DIRECTIONS FOR THIS TASK: Could you copy out all of the records below exactly, leaving out every picture?

________________

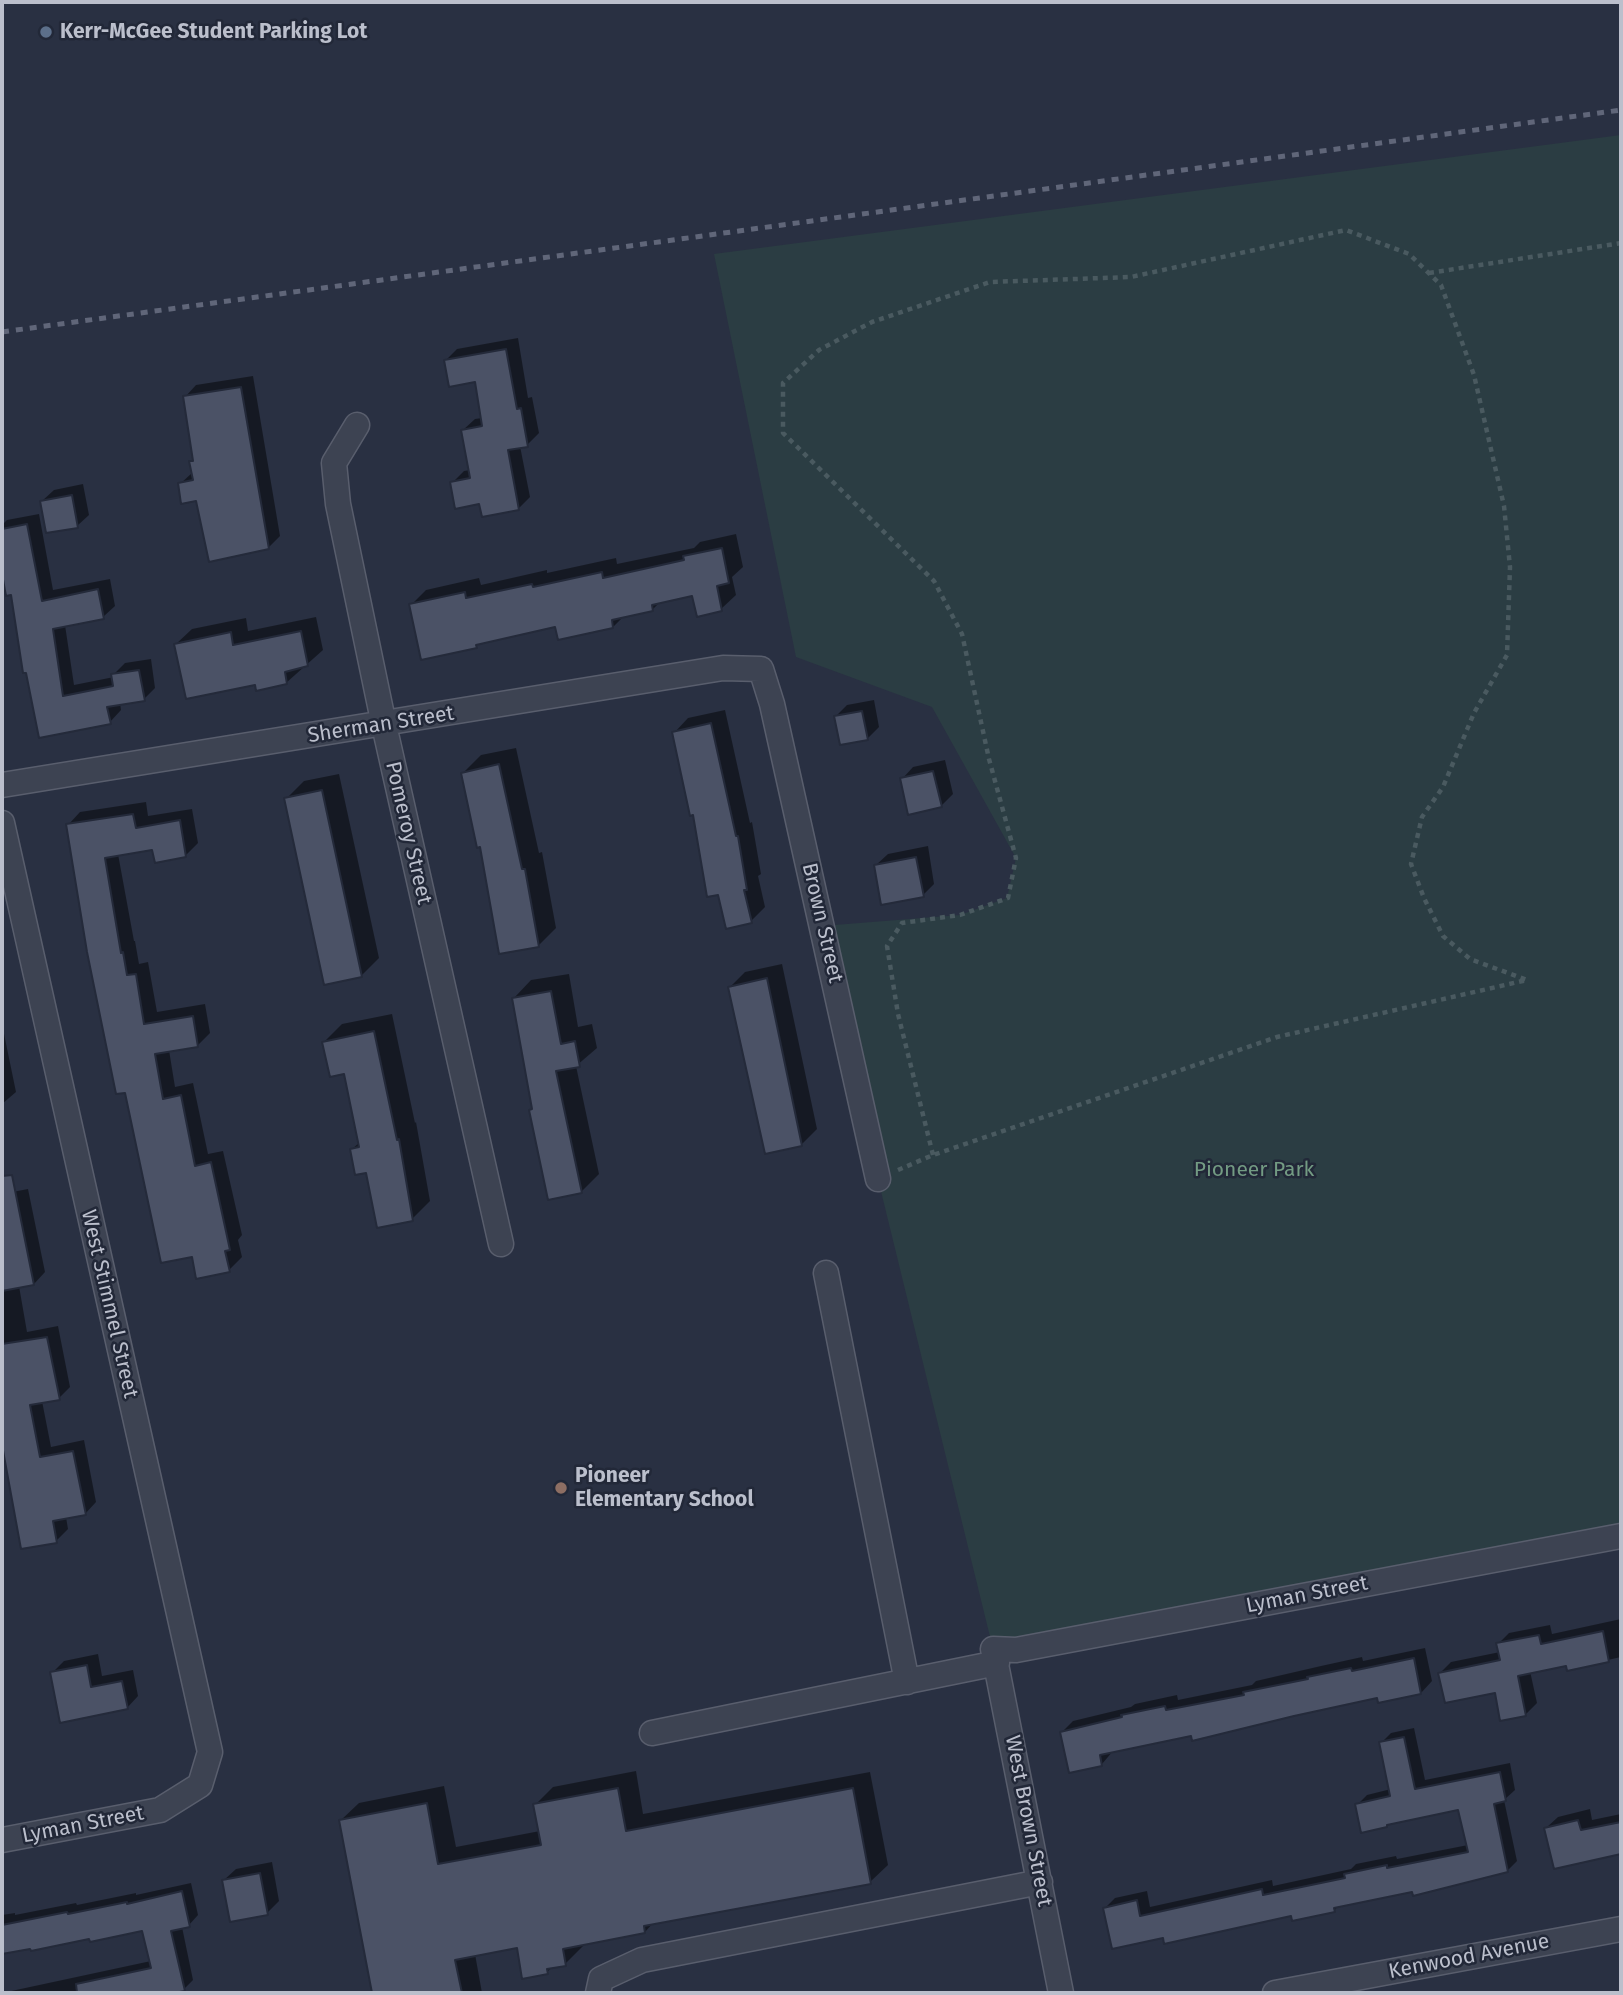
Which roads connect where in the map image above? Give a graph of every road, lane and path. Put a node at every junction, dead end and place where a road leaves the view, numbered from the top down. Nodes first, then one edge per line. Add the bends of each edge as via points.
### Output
1 (1621, 243) edge
2 (1429, 273) junction
3 (358, 425) dead end
4 (761, 669) joint
5 (384, 725) junction
6 (2, 785) edge
7 (2, 823) edge
8 (933, 1155) junction
9 (878, 1179) joint
10 (501, 1244) dead end
11 (826, 1273) dead end
12 (1621, 1536) edge
13 (995, 1656) junction
14 (907, 1682) junction
15 (652, 1733) dead end
16 (200, 1785) joint
17 (2, 1840) edge
18 (1040, 1882) junction
19 (1621, 1929) edge
20 (598, 1993) edge
21 (1061, 1993) edge
22 (1275, 1993) edge

1 - 2 path
2 - 8 path via 1441,285 1475,376 1504,506 1510,568 1507,654 1474,713 1443,787 1422,817 1411,864 1443,936 1470,959 1527,980 1277,1037
2 - 8 path via 1409,254 1346,230 1131,277 990,282 872,322 819,350 783,383 783,433 934,581 962,634 1016,858 1007,898 960,915 902,923 887,946 898,1014
3 - 5 street, Pomeroy Street via 334,463 338,504
4 - 5 street, Sherman Street via 723,668
4 - 9 street, Brown Street
5 - 6 street, Sherman Street
5 - 10 street, Pomeroy Street
7 - 16 street, West Stimmel Street via 210,1752
8 - 9 path
11 - 14 street
12 - 13 street, Lyman Street
13 - 14 street, Lyman Street
13 - 18 street, West Brown Street
14 - 15 street, Lyman Street
16 - 17 street, Lyman Street via 160,1810
18 - 20 street via 642,1960 601,1979
18 - 21 street, West Brown Street
19 - 22 street, Kenwood Avenue

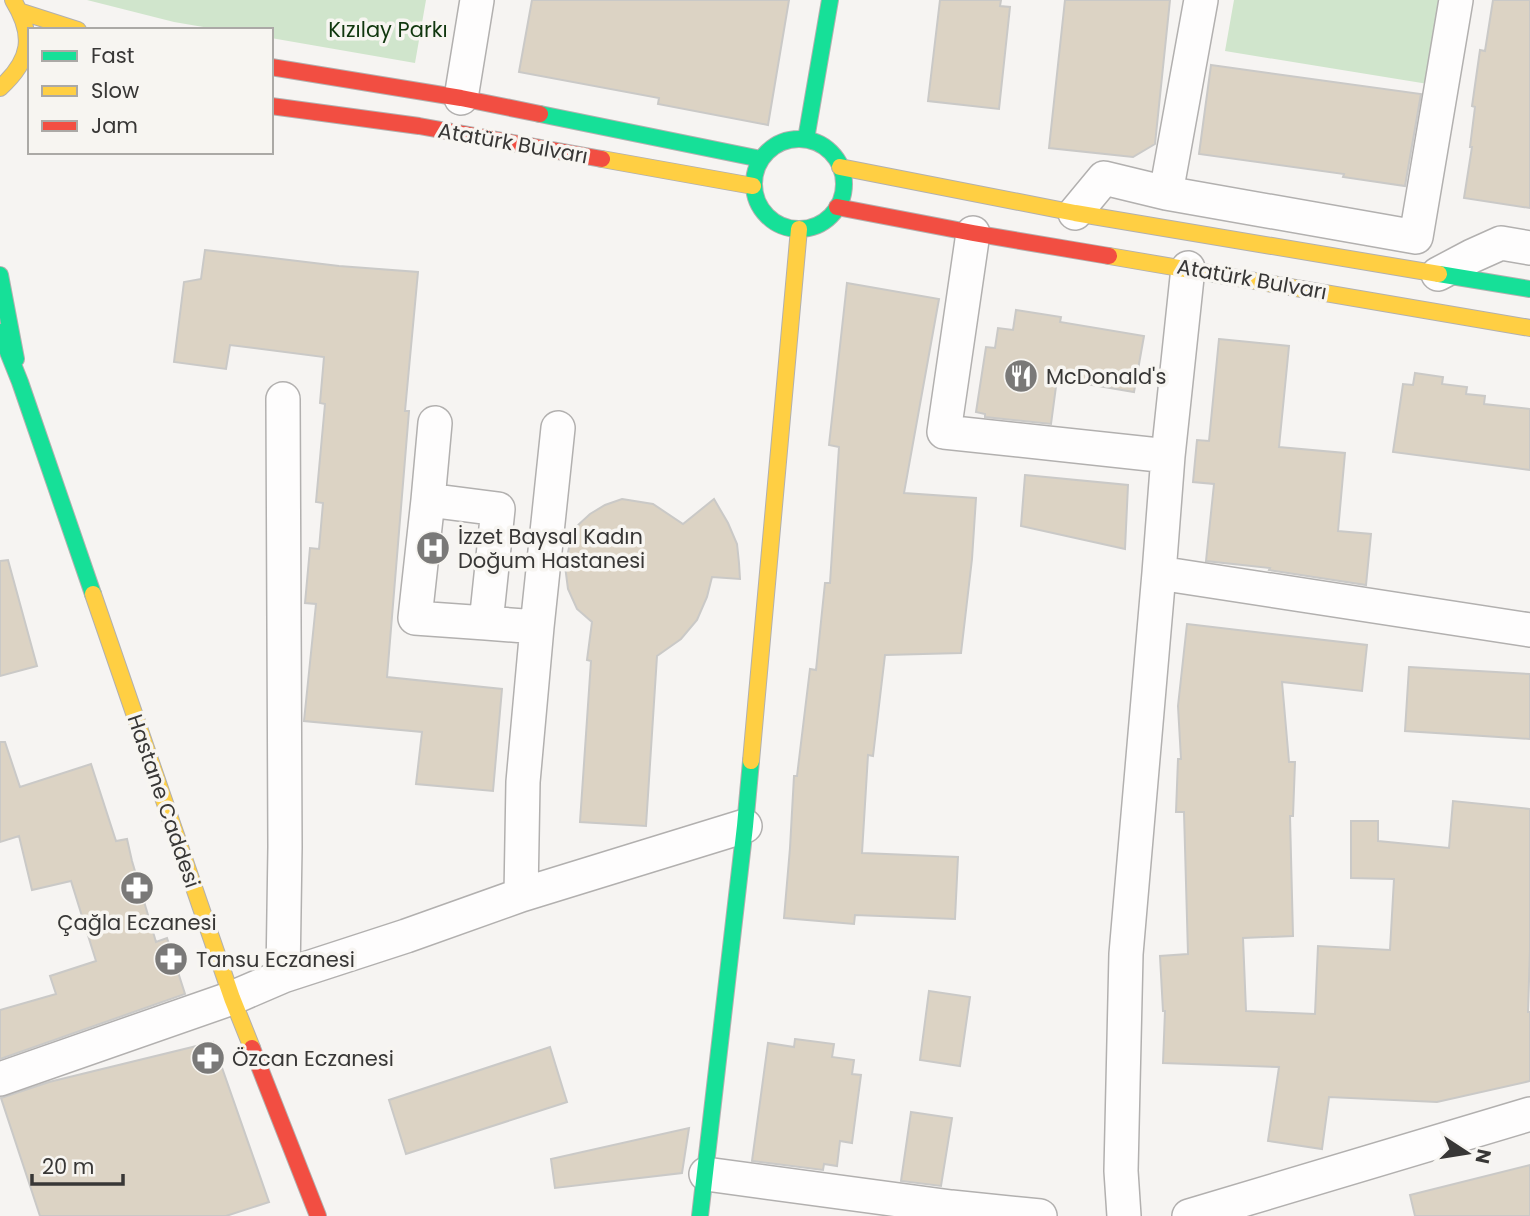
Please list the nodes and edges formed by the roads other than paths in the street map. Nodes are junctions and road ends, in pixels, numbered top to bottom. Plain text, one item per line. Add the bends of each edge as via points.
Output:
1 (830, 0) edge
2 (1201, 0) edge
3 (1456, 0) edge
4 (17, 6) edge
5 (475, 12) edge
6 (73, 28) edge
7 (273, 67) edge
8 (28, 81) edge
9 (5, 85) edge
10 (461, 98) junction
11 (273, 106) edge
12 (806, 139) junction
13 (761, 159) junction
14 (840, 167) junction
15 (753, 186) junction
16 (1166, 193) junction
17 (837, 207) junction
18 (1075, 213) junction
19 (799, 229) junction
20 (973, 233) junction
21 (1530, 248) edge
22 (1188, 268) junction
23 (1438, 274) junction
24 (0, 275) edge
25 (1530, 289) edge
26 (1530, 328) edge
27 (0, 332) edge
28 (20, 382) junction
29 (283, 399) dead end
30 (435, 423) dead end
31 (558, 428) dead end
32 (1168, 456) junction
33 (428, 500) junction
34 (1159, 573) junction
35 (486, 623) junction
36 (537, 626) junction
37 (1530, 630) edge
38 (745, 826) junction
39 (521, 895) junction
40 (283, 976) junction
41 (232, 998) junction
42 (0, 1079) edge
43 (1530, 1114) edge
44 (706, 1174) junction
45 (311, 1214) edge
46 (700, 1216) edge
47 (1040, 1216) edge
48 (1124, 1216) edge
49 (1189, 1216) edge

1 - 12 main road
2 - 16 street
3 - 16 street via 1416,237
4 - 6 main road
4 - 9 main road via 27,29 27,46 23,63
5 - 10 street
7 - 10 main road, Atatürk Bulvarı
8 - 9 main road
10 - 13 main road, Atatürk Bulvarı
11 - 15 main road, Atatürk Bulvarı via 419,126
12 - 13 main road via 784,141
12 - 14 main road via 825,147
13 - 15 main road
14 - 17 main road via 844,188
14 - 18 main road, Atatürk Bulvarı
15 - 19 main road via 764,213 775,223
16 - 18 street via 1104,178
17 - 19 main road via 819,225
17 - 20 main road, Atatürk Bulvarı
18 - 23 main road, Atatürk Bulvarı
19 - 38 main road
20 - 22 main road, Atatürk Bulvarı
20 - 32 street via 944,432
21 - 23 street via 1501,243
22 - 26 main road, Atatürk Bulvarı
22 - 32 street
23 - 25 main road, Atatürk Bulvarı
24 - 28 main road, Hastane Caddesi
27 - 28 main road, Hastane Caddesi
28 - 41 main road, Hastane Caddesi
29 - 40 street
30 - 33 street
31 - 36 street
32 - 34 street
33 - 35 street via 498,509
33 - 35 street via 415,618
34 - 37 street
34 - 48 street via 1125,954
35 - 36 street
36 - 39 street via 523,782
38 - 39 street
38 - 44 main road
39 - 40 street
40 - 41 street
41 - 42 street
41 - 45 main road, Hastane Caddesi
43 - 49 street
44 - 46 main road
44 - 47 street

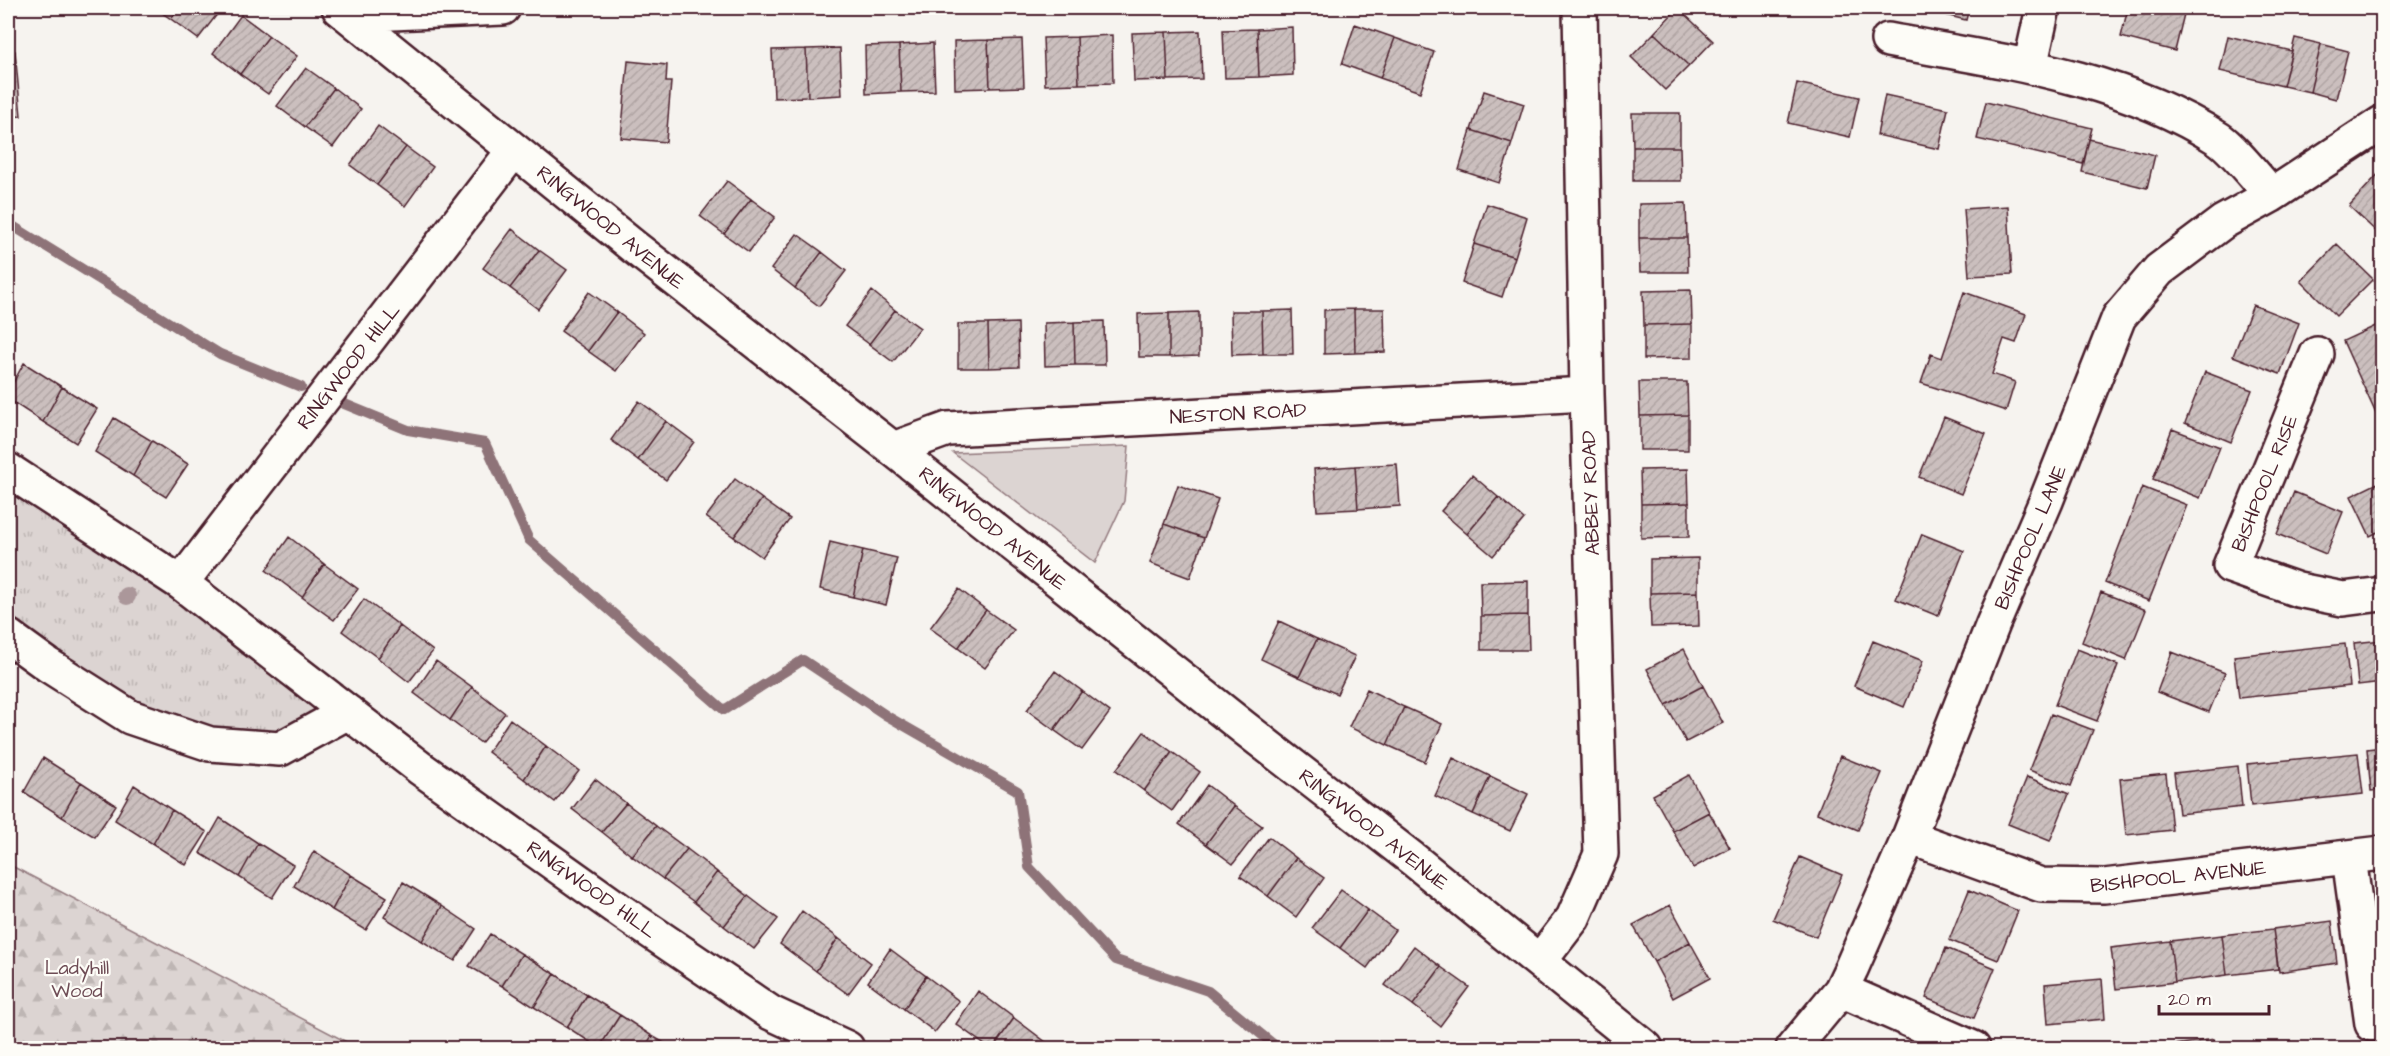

________________

ANSWER AREA:
Which roads connect where in the map image above? Give a graph of every road, lane and path. Put a node at every junction, dead end and place where a road leaves the view, numbered from the top down. Nodes first, then one edge per line. Add the bends of each edge as via points.
### Output
1 (1621, 243) edge
2 (1429, 273) junction
3 (358, 425) dead end
4 (761, 669) joint
5 (384, 725) junction
6 (2, 785) edge
7 (2, 823) edge
8 (933, 1155) junction
9 (878, 1179) joint
10 (501, 1244) dead end
11 (826, 1273) dead end
12 (1621, 1536) edge
13 (995, 1656) junction
14 (907, 1682) junction
15 (652, 1733) dead end
16 (200, 1785) joint
17 (2, 1840) edge
18 (1040, 1882) junction
19 (1621, 1929) edge
20 (598, 1993) edge
21 (1061, 1993) edge
22 (1275, 1993) edge

1 - 2 path
2 - 8 path via 1441,285 1475,376 1504,506 1510,568 1507,654 1474,713 1443,787 1422,817 1411,864 1443,936 1470,959 1527,980 1277,1037
2 - 8 path via 1409,254 1346,230 1131,277 990,282 872,322 819,350 783,383 783,433 934,581 962,634 1016,858 1007,898 960,915 902,923 887,946 898,1014
3 - 5 street, Pomeroy Street via 334,463 338,504
4 - 5 street, Sherman Street via 723,668
4 - 9 street, Brown Street
5 - 6 street, Sherman Street
5 - 10 street, Pomeroy Street
7 - 16 street, West Stimmel Street via 210,1752
8 - 9 path
11 - 14 street
12 - 13 street, Lyman Street
13 - 14 street, Lyman Street
13 - 18 street, West Brown Street
14 - 15 street, Lyman Street
16 - 17 street, Lyman Street via 160,1810
18 - 20 street via 642,1960 601,1979
18 - 21 street, West Brown Street
19 - 22 street, Kenwood Avenue

Please list the nodes and edges formed by the roads other than paths in the street map. Nodes are junctions and road ends, in pixels, numbered top to bottom. Plain text, one item per line. Add the bends of each edge as via points.
Output:
1 (830, 0) edge
2 (1201, 0) edge
3 (1456, 0) edge
4 (17, 6) edge
5 (475, 12) edge
6 (73, 28) edge
7 (273, 67) edge
8 (28, 81) edge
9 (5, 85) edge
10 (461, 98) junction
11 (273, 106) edge
12 (806, 139) junction
13 (761, 159) junction
14 (840, 167) junction
15 (753, 186) junction
16 (1166, 193) junction
17 (837, 207) junction
18 (1075, 213) junction
19 (799, 229) junction
20 (973, 233) junction
21 (1530, 248) edge
22 (1188, 268) junction
23 (1438, 274) junction
24 (0, 275) edge
25 (1530, 289) edge
26 (1530, 328) edge
27 (0, 332) edge
28 (20, 382) junction
29 (283, 399) dead end
30 (435, 423) dead end
31 (558, 428) dead end
32 (1168, 456) junction
33 (428, 500) junction
34 (1159, 573) junction
35 (486, 623) junction
36 (537, 626) junction
37 (1530, 630) edge
38 (745, 826) junction
39 (521, 895) junction
40 (283, 976) junction
41 (232, 998) junction
42 (0, 1079) edge
43 (1530, 1114) edge
44 (706, 1174) junction
45 (311, 1214) edge
46 (700, 1216) edge
47 (1040, 1216) edge
48 (1124, 1216) edge
49 (1189, 1216) edge

1 - 12 main road
2 - 16 street
3 - 16 street via 1416,237
4 - 6 main road
4 - 9 main road via 27,29 27,46 23,63
5 - 10 street
7 - 10 main road, Atatürk Bulvarı
8 - 9 main road
10 - 13 main road, Atatürk Bulvarı
11 - 15 main road, Atatürk Bulvarı via 419,126
12 - 13 main road via 784,141
12 - 14 main road via 825,147
13 - 15 main road
14 - 17 main road via 844,188
14 - 18 main road, Atatürk Bulvarı
15 - 19 main road via 764,213 775,223
16 - 18 street via 1104,178
17 - 19 main road via 819,225
17 - 20 main road, Atatürk Bulvarı
18 - 23 main road, Atatürk Bulvarı
19 - 38 main road
20 - 22 main road, Atatürk Bulvarı
20 - 32 street via 944,432
21 - 23 street via 1501,243
22 - 26 main road, Atatürk Bulvarı
22 - 32 street
23 - 25 main road, Atatürk Bulvarı
24 - 28 main road, Hastane Caddesi
27 - 28 main road, Hastane Caddesi
28 - 41 main road, Hastane Caddesi
29 - 40 street
30 - 33 street
31 - 36 street
32 - 34 street
33 - 35 street via 498,509
33 - 35 street via 415,618
34 - 37 street
34 - 48 street via 1125,954
35 - 36 street
36 - 39 street via 523,782
38 - 39 street
38 - 44 main road
39 - 40 street
40 - 41 street
41 - 42 street
41 - 45 main road, Hastane Caddesi
43 - 49 street
44 - 46 main road
44 - 47 street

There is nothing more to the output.